# YOUR GOAL:
Return all the entries word for word, minus the pictures.

# RECORDS FOR THE EXERCISE:
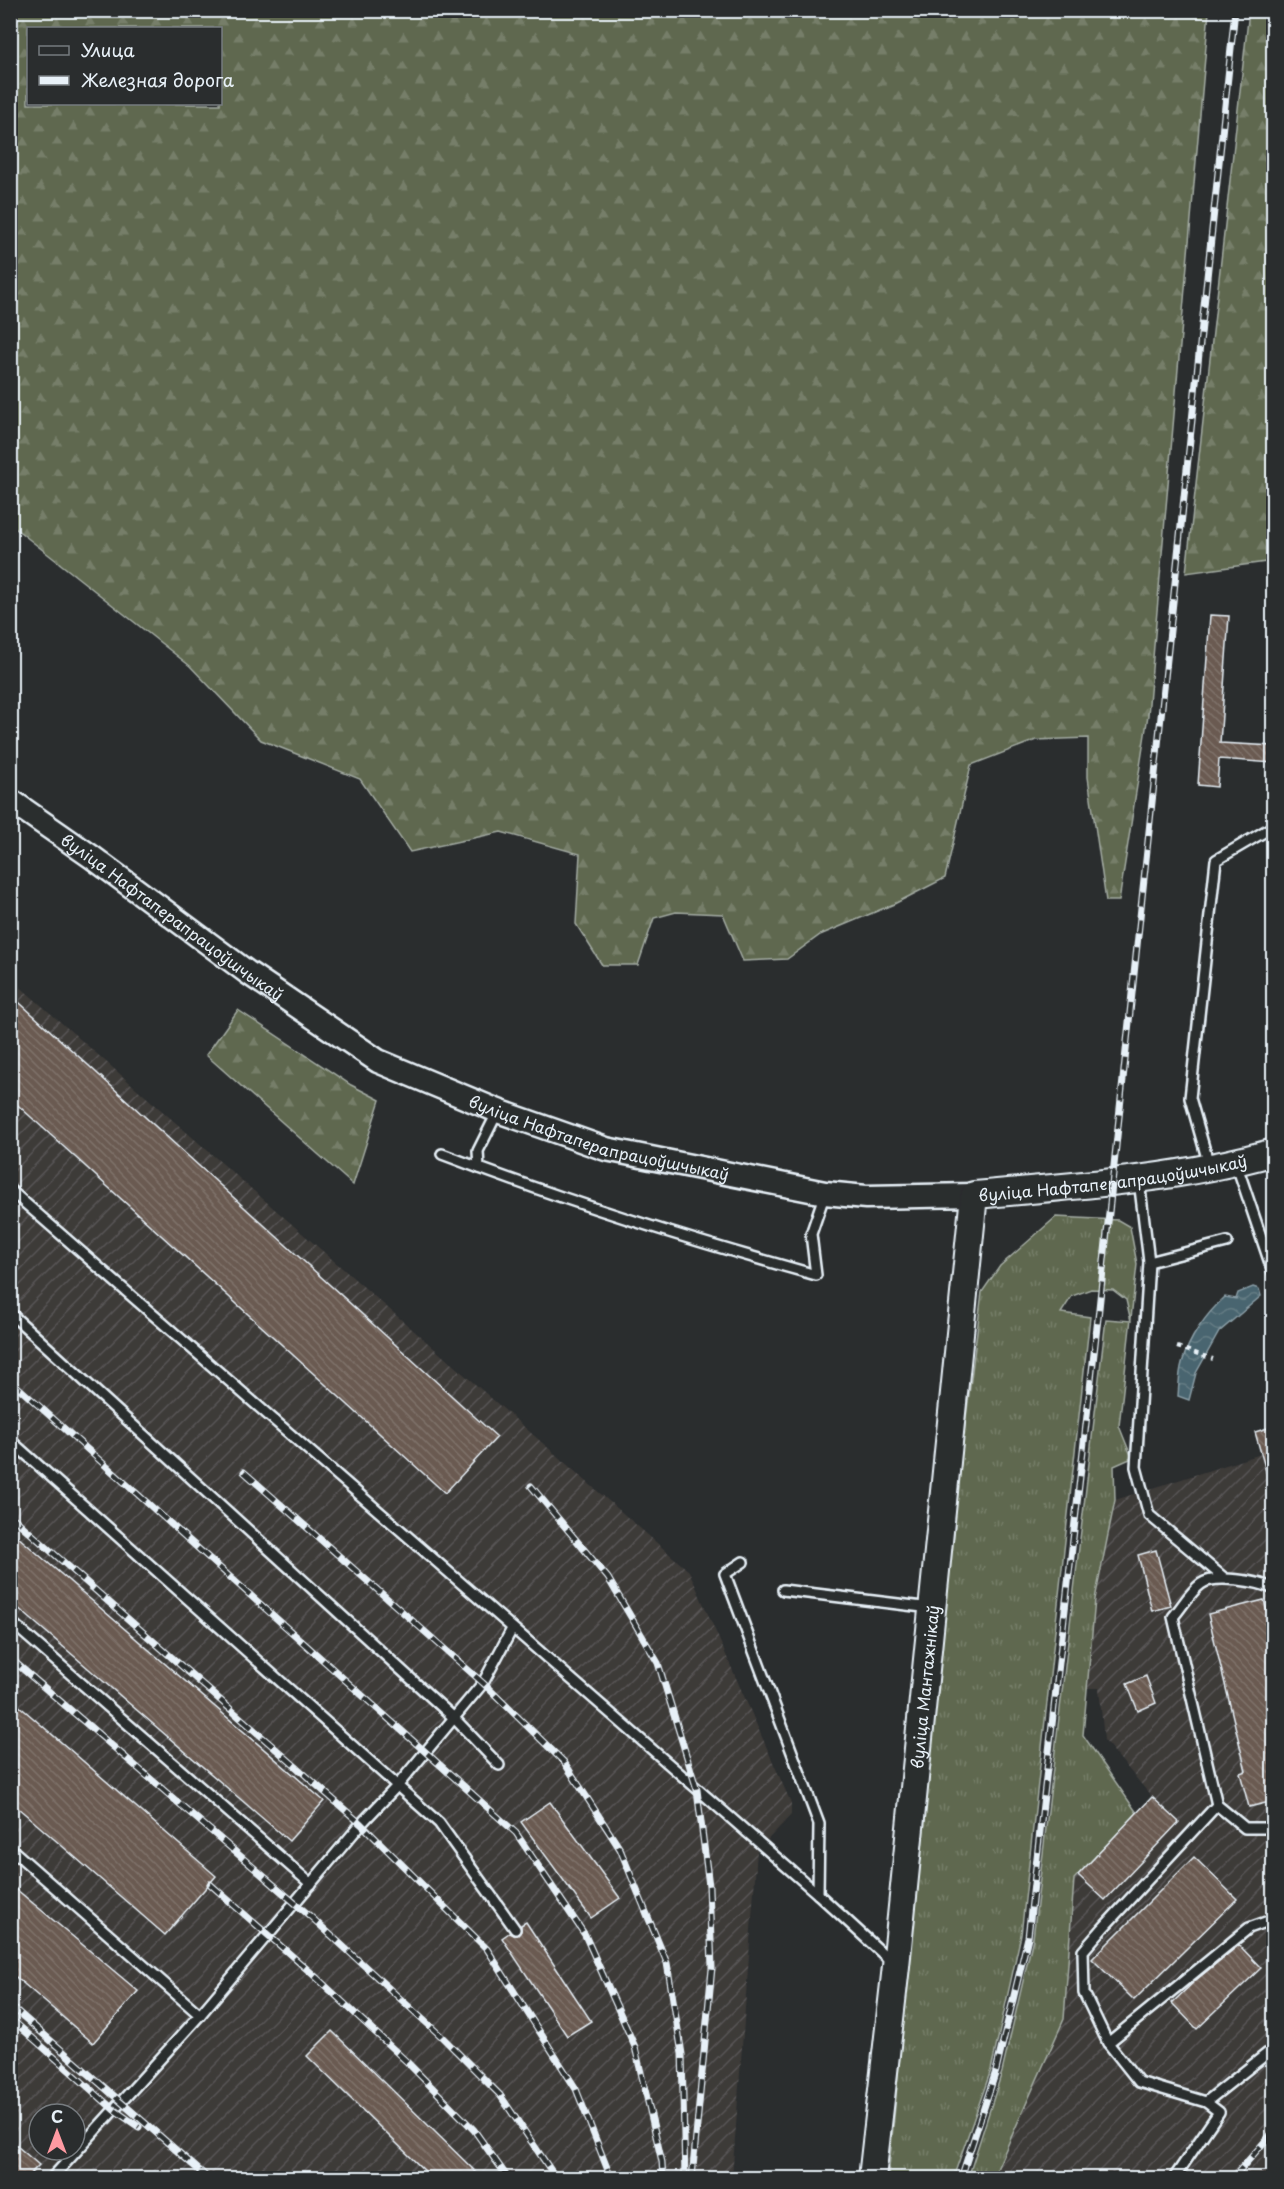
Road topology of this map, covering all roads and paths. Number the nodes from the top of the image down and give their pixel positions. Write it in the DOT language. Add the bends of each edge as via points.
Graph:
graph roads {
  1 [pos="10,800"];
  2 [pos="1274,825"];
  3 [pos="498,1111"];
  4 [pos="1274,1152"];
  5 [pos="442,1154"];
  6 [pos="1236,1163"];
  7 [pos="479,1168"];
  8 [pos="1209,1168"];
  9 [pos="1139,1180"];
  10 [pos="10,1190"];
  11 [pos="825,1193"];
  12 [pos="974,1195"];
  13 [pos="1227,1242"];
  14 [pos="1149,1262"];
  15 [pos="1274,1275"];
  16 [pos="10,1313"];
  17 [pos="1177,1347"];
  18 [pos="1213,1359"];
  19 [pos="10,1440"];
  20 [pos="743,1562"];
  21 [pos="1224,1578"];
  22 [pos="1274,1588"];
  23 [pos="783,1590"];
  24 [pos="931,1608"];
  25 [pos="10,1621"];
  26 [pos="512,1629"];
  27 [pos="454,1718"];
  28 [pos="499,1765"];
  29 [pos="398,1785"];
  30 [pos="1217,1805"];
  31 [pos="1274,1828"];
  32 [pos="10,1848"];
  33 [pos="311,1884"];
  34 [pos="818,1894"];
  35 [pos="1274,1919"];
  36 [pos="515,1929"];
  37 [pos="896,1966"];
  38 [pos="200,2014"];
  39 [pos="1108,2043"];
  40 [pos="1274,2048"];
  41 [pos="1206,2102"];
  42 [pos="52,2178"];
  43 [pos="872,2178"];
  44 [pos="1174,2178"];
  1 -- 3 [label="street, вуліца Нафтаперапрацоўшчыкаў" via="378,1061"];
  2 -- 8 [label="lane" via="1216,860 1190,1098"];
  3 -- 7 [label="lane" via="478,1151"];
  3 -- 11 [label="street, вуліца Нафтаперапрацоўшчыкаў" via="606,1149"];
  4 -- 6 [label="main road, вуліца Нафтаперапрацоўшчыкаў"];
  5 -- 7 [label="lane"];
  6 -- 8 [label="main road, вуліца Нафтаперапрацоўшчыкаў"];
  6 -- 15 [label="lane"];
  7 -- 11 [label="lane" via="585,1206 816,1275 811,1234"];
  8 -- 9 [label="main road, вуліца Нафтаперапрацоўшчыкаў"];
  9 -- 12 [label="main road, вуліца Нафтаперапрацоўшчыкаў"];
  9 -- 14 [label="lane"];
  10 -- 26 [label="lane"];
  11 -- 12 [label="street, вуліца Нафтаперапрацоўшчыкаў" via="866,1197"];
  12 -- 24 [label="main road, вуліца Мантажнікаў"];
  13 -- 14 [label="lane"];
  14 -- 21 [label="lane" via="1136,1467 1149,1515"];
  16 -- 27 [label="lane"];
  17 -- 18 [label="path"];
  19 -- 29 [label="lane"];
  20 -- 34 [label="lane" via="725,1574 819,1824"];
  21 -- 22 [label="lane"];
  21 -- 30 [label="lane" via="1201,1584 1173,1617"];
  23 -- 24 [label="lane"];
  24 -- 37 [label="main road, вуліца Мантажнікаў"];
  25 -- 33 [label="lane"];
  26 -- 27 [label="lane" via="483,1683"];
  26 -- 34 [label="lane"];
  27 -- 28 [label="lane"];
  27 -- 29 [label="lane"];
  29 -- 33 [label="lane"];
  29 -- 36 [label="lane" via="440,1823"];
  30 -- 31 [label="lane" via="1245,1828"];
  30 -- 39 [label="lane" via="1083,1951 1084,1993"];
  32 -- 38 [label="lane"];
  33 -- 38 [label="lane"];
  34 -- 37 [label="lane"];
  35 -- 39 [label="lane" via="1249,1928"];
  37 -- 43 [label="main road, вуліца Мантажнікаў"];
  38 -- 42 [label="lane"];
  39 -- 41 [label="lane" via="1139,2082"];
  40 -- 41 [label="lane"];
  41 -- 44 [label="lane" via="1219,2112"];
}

# TASK ANSWER:
Road topology of this map, covering all roads and paths. Number the nodes from the top of the image down and give their pixel positions. Write it in the DOT language. Add the bends of each edge as via points.
Graph:
graph roads {
  1 [pos="10,800"];
  2 [pos="1274,825"];
  3 [pos="498,1111"];
  4 [pos="1274,1152"];
  5 [pos="442,1154"];
  6 [pos="1236,1163"];
  7 [pos="479,1168"];
  8 [pos="1209,1168"];
  9 [pos="1139,1180"];
  10 [pos="10,1190"];
  11 [pos="825,1193"];
  12 [pos="974,1195"];
  13 [pos="1227,1242"];
  14 [pos="1149,1262"];
  15 [pos="1274,1275"];
  16 [pos="10,1313"];
  17 [pos="1177,1347"];
  18 [pos="1213,1359"];
  19 [pos="10,1440"];
  20 [pos="743,1562"];
  21 [pos="1224,1578"];
  22 [pos="1274,1588"];
  23 [pos="783,1590"];
  24 [pos="931,1608"];
  25 [pos="10,1621"];
  26 [pos="512,1629"];
  27 [pos="454,1718"];
  28 [pos="499,1765"];
  29 [pos="398,1785"];
  30 [pos="1217,1805"];
  31 [pos="1274,1828"];
  32 [pos="10,1848"];
  33 [pos="311,1884"];
  34 [pos="818,1894"];
  35 [pos="1274,1919"];
  36 [pos="515,1929"];
  37 [pos="896,1966"];
  38 [pos="200,2014"];
  39 [pos="1108,2043"];
  40 [pos="1274,2048"];
  41 [pos="1206,2102"];
  42 [pos="52,2178"];
  43 [pos="872,2178"];
  44 [pos="1174,2178"];
  1 -- 3 [label="street, вуліца Нафтаперапрацоўшчыкаў" via="378,1061"];
  2 -- 8 [label="lane" via="1216,860 1190,1098"];
  3 -- 7 [label="lane" via="478,1151"];
  3 -- 11 [label="street, вуліца Нафтаперапрацоўшчыкаў" via="606,1149"];
  4 -- 6 [label="main road, вуліца Нафтаперапрацоўшчыкаў"];
  5 -- 7 [label="lane"];
  6 -- 8 [label="main road, вуліца Нафтаперапрацоўшчыкаў"];
  6 -- 15 [label="lane"];
  7 -- 11 [label="lane" via="585,1206 816,1275 811,1234"];
  8 -- 9 [label="main road, вуліца Нафтаперапрацоўшчыкаў"];
  9 -- 12 [label="main road, вуліца Нафтаперапрацоўшчыкаў"];
  9 -- 14 [label="lane"];
  10 -- 26 [label="lane"];
  11 -- 12 [label="street, вуліца Нафтаперапрацоўшчыкаў" via="866,1197"];
  12 -- 24 [label="main road, вуліца Мантажнікаў"];
  13 -- 14 [label="lane"];
  14 -- 21 [label="lane" via="1136,1467 1149,1515"];
  16 -- 27 [label="lane"];
  17 -- 18 [label="path"];
  19 -- 29 [label="lane"];
  20 -- 34 [label="lane" via="725,1574 819,1824"];
  21 -- 22 [label="lane"];
  21 -- 30 [label="lane" via="1201,1584 1173,1617"];
  23 -- 24 [label="lane"];
  24 -- 37 [label="main road, вуліца Мантажнікаў"];
  25 -- 33 [label="lane"];
  26 -- 27 [label="lane" via="483,1683"];
  26 -- 34 [label="lane"];
  27 -- 28 [label="lane"];
  27 -- 29 [label="lane"];
  29 -- 33 [label="lane"];
  29 -- 36 [label="lane" via="440,1823"];
  30 -- 31 [label="lane" via="1245,1828"];
  30 -- 39 [label="lane" via="1083,1951 1084,1993"];
  32 -- 38 [label="lane"];
  33 -- 38 [label="lane"];
  34 -- 37 [label="lane"];
  35 -- 39 [label="lane" via="1249,1928"];
  37 -- 43 [label="main road, вуліца Мантажнікаў"];
  38 -- 42 [label="lane"];
  39 -- 41 [label="lane" via="1139,2082"];
  40 -- 41 [label="lane"];
  41 -- 44 [label="lane" via="1219,2112"];
}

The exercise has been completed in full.